> _PROBLEM_:
Determine the number of lines in the data that include the word "эмин", and write only that number.

> _SOURCE DATA_:

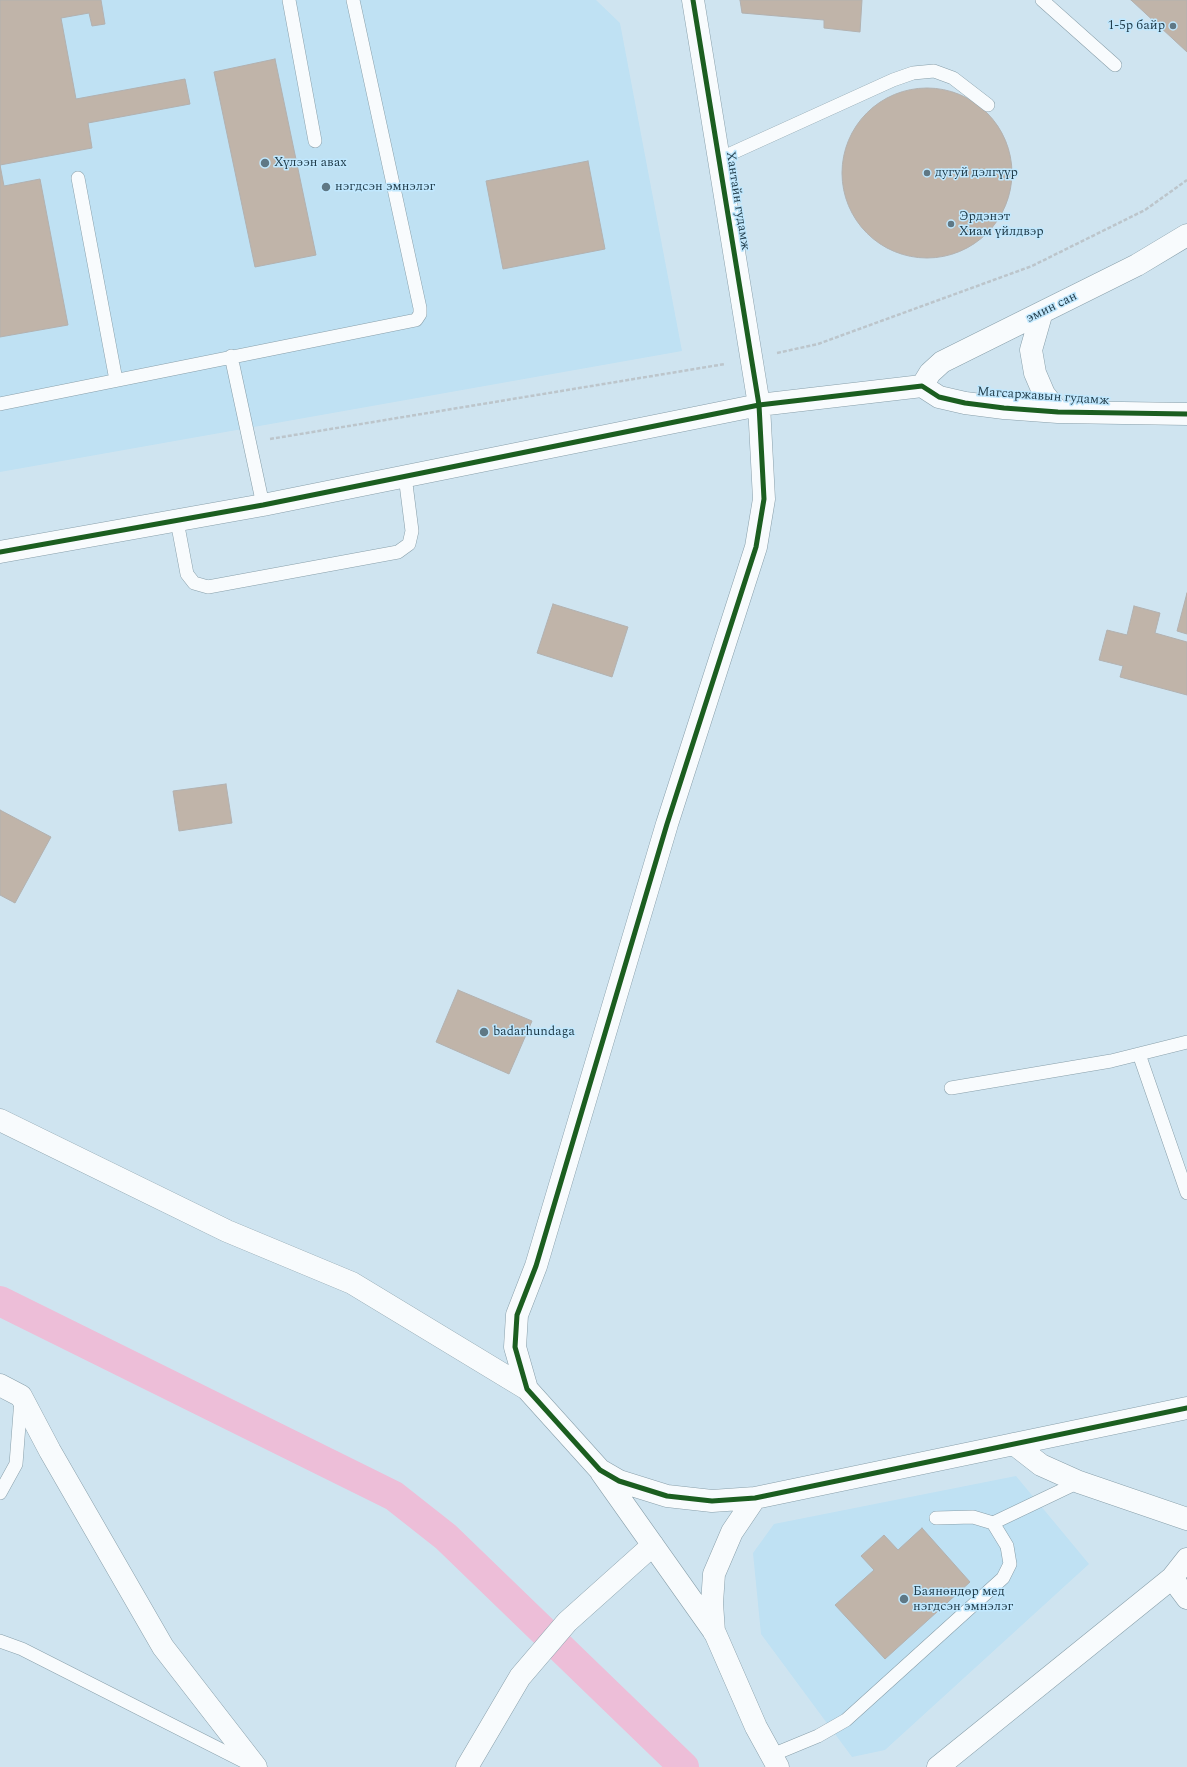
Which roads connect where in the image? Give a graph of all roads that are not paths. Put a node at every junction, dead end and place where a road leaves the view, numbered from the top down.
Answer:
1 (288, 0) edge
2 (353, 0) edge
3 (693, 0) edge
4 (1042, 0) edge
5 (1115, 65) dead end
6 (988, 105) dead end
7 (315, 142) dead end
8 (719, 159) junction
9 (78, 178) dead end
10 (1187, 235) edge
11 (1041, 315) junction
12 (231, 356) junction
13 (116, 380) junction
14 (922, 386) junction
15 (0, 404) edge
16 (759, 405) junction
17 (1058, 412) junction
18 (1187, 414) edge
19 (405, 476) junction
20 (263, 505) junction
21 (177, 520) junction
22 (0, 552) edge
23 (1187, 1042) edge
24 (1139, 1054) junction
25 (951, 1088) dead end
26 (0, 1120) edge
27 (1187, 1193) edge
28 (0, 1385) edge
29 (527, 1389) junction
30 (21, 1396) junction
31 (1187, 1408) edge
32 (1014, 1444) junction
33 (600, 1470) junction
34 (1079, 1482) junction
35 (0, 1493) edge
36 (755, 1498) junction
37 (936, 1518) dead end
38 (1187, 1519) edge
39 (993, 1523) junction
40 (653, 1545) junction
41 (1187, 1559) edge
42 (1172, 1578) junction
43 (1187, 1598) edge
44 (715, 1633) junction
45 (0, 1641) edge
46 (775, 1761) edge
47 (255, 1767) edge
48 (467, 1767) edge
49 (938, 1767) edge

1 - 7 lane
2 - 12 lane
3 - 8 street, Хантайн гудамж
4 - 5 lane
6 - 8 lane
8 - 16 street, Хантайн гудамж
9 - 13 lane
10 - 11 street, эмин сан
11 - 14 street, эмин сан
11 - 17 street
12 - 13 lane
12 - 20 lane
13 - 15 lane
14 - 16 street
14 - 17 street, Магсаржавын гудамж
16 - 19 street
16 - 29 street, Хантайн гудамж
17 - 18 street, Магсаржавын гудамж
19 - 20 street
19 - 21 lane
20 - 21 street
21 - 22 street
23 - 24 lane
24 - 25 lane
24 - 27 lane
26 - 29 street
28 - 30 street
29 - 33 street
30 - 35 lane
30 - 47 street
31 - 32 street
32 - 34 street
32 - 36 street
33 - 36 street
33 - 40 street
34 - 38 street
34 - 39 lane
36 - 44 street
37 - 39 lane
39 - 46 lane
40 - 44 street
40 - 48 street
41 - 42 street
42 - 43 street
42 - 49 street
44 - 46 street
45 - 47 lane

> _PROBLEM SOLUTION_:
2